# Task item
Look through the material and copy each line holding "street".
====== Data shown
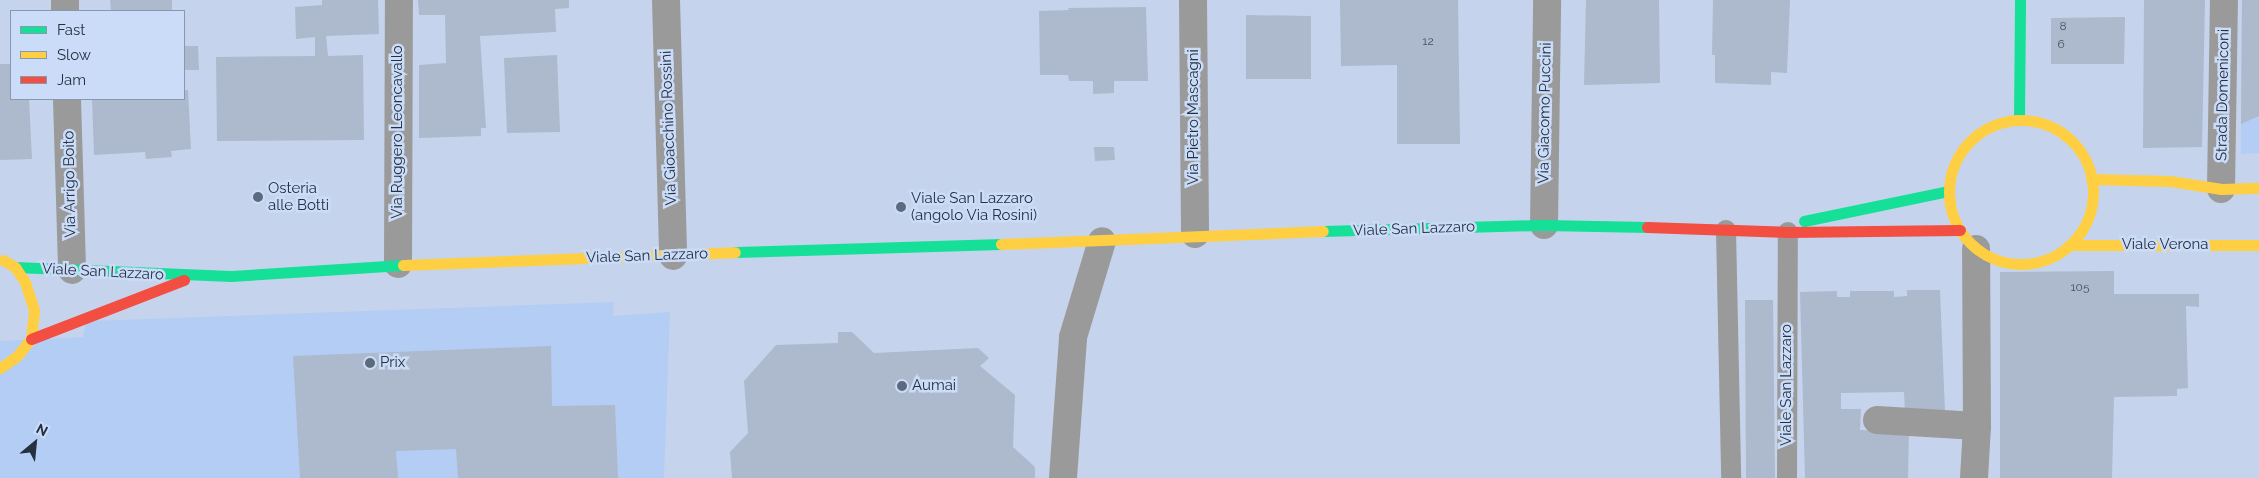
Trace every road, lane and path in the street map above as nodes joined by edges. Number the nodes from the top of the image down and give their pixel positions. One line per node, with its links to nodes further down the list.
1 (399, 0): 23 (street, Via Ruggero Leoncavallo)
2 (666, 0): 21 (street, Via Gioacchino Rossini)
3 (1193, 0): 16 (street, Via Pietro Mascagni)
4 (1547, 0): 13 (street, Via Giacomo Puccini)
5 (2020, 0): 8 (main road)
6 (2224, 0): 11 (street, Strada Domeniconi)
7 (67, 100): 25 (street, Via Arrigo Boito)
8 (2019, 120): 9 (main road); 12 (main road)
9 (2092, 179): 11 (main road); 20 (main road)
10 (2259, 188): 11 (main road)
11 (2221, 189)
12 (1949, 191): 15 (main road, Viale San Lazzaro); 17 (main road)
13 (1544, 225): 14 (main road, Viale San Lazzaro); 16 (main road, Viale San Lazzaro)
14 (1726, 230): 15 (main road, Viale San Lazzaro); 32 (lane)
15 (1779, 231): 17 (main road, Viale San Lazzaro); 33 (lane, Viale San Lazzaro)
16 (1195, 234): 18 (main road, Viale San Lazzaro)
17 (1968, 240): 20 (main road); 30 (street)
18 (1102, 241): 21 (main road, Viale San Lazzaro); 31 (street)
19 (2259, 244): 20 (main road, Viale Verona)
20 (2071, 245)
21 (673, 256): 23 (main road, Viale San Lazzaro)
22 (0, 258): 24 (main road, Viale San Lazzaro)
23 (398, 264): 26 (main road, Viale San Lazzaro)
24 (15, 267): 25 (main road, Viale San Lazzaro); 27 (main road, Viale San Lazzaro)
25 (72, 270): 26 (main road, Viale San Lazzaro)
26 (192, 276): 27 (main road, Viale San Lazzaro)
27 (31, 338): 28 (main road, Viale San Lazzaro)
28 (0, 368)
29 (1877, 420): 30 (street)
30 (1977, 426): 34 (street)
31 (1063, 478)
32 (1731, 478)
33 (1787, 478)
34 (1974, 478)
============
# Solution to the problem
Trace every road, lane and path in the street map above as nodes joined by edges. Number the nodes from the top of the image down and give their pixel positions. One line per node, with its links to nodes further down the list.
1 (399, 0): 23 (street, Via Ruggero Leoncavallo)
2 (666, 0): 21 (street, Via Gioacchino Rossini)
3 (1193, 0): 16 (street, Via Pietro Mascagni)
4 (1547, 0): 13 (street, Via Giacomo Puccini)
6 (2224, 0): 11 (street, Strada Domeniconi)
7 (67, 100): 25 (street, Via Arrigo Boito)
17 (1968, 240): 20 (main road); 30 (street)
18 (1102, 241): 21 (main road, Viale San Lazzaro); 31 (street)
29 (1877, 420): 30 (street)
30 (1977, 426): 34 (street)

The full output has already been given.